In the design of the end-effector, robot’s payload capacity and motion limits, specified working space requirements of the endoscope, and the surgeon’s viewing angle information will be used to optimize the design. Tips of the surgical instruments used by the surgeon will be continuously detected in the images of the operating field taken from the endoscope with the help of deep learning methods. According to the location and movement of these surgical instruments, the required orientation and speed of the endoscope will be determined automatically which will be used to generate driving commands for the robot. The surgeon will be able to switch on this autonomous control modality with a foot pedal. The developed system will be tested on a skull mock-up model by the project consultants who are Hacettepe University Neurosurgeons..

Organizational Approach and the main structure of the Method:

Project manager will manage the project with the support of Dr. Yalın Baştanlar. It is the task of the project management to convey information to the consultant surgeons, to organize joint meetings, and to schedule system testing studies. The project coordinator will work with the doctoral student to prepare the project’s website. During dissemination processes within IFToMM Summer School Dr. Gökhan Kiper will provide his support. Dr. Kiper and Dr. Omar Maaroof will work on the optimization of the robot’s end-effector. Dr. Şenay Mihçin will contribute to processing the user test reults carried out with the surgeons. The surgeon consultants from Hacettepe University Neurosurgery Department will participate in the testing of human-robot interfaces developed in the project and ultimately the surgical robot system through user evaluation tests.

On How to contribute to the goals and targets of the call program with the expected targets and outcomes of the project::

Surgical robots subject is studied intensively in the world these days and the progress to be made in this subject contributes to the scientific knowledge accumulation in our country and in the world at a high level. Subject-specific project calls and scholarships are defined for the advancement of studies in this field in our country.

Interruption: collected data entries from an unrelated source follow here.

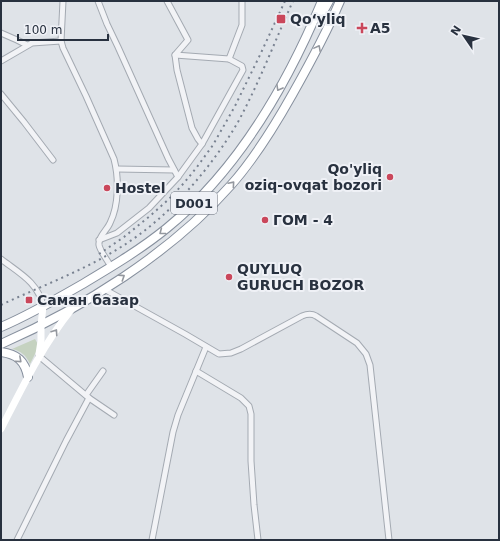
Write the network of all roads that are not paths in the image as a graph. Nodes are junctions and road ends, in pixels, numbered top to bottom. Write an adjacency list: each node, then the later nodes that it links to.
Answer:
1 (63, 1): 9 (street)
2 (98, 1): 19 (street)
3 (167, 1): 12 (street)
4 (242, 1): 13 (street)
5 (322, 1): 11 (highway, D001)
6 (329, 1): 11 (highway)
7 (340, 1): 24 (highway, D001, one-way to 7)
8 (1, 33): 10 (street)
9 (61, 41): 10 (street); 18 (street)
10 (26, 45): 14 (street)
11 (298, 54): 23 (highway, D001, one-way to 23)
12 (175, 55): 13 (street); 16 (street)
13 (229, 59): 16 (street)
14 (1, 61)
15 (1, 94): 17 (street)
16 (202, 144): 20 (street)
17 (53, 160)
18 (117, 169): 19 (street); 21 (street)
19 (174, 170): 20 (street)
20 (178, 178): 21 (street)
21 (99, 240): 23 (street)
22 (1, 259): 25 (street)
23 (111, 267): 25 (highway, D001)
24 (104, 289): 26 (highway, D001); 30 (street)
25 (43, 306): 27 (main road); 28 (highway, D001)
26 (72, 308): 27 (highway, D001); 32 (main road, one-way to 26)
27 (40, 326): 29 (highway, D001); 32 (main road)
28 (1, 327)
29 (1, 344)
30 (206, 347): 34 (street); 42 (street)
31 (1, 352): 35 (highway, one-way to 35)
32 (39, 356): 35 (main road); 36 (street)
33 (103, 371): 36 (street)
34 (196, 371): 40 (street); 41 (street)
35 (28, 377): 38 (main road)
36 (87, 396): 37 (street); 39 (street)
37 (114, 415)
38 (1, 429)
39 (17, 540)
40 (152, 540)
41 (258, 540)
42 (389, 540)

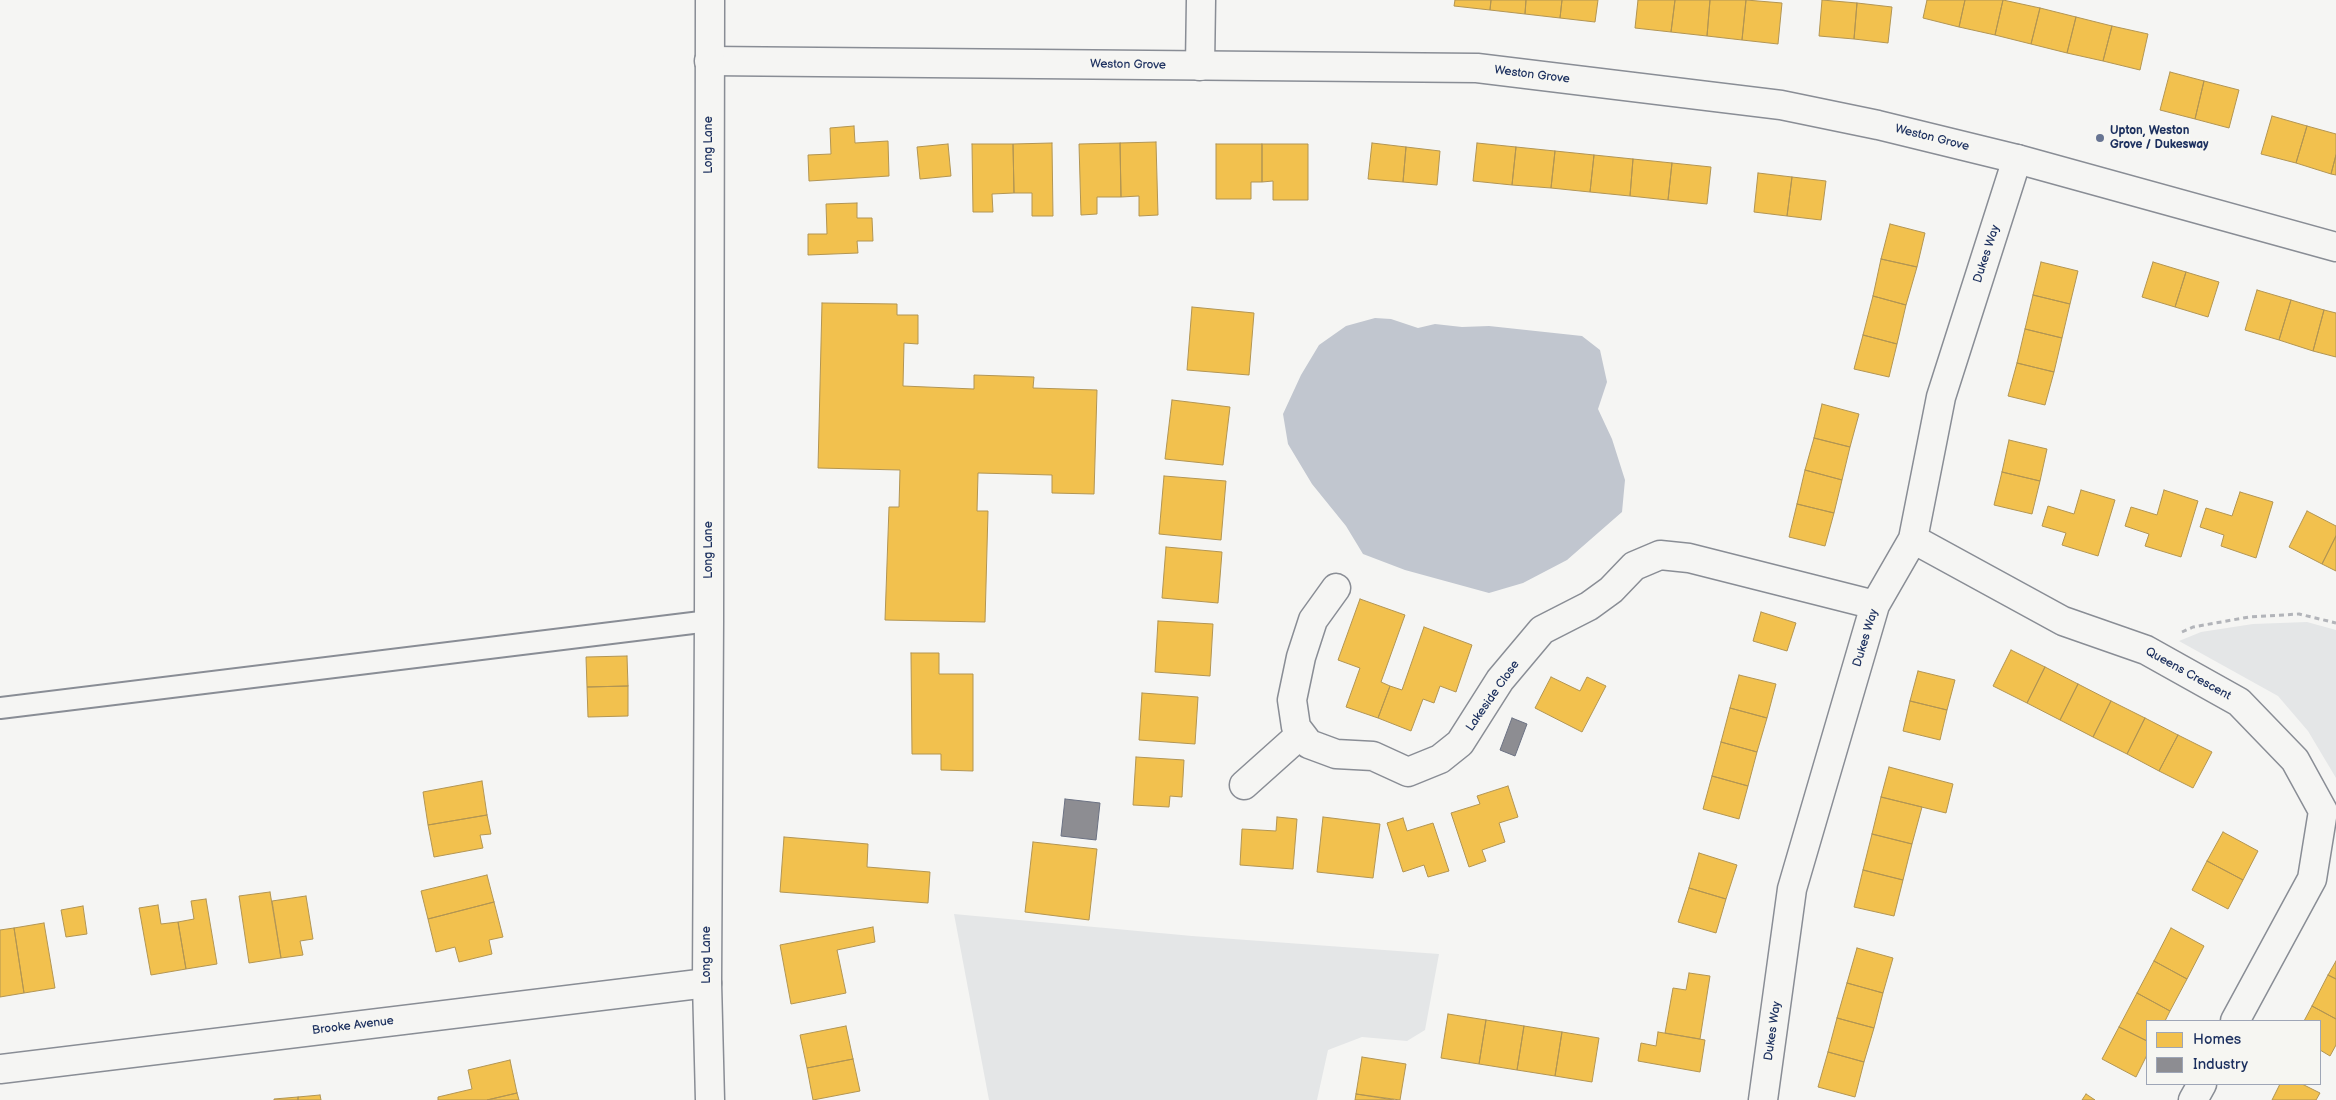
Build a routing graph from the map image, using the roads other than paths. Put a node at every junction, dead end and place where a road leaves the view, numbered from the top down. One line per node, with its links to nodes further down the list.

For example, in the priority technology field of “Biomedical Equipment Technologies” in the priority areas document (https://www.tubitak.gov.tr/sites/default/files/21566/tubitak_cp2021.pdf) published by TUBITAK, “Robotic Surgery Technologies” is a priority research area. This project application is aligned with this priority area by developing a surgical robot system. Thanks to such projects, it is possible for spin-off companies to emerge and the developed technologies to be used in other application areas. For example, robots with remote motion center capabilities can be used in pipe welding applications.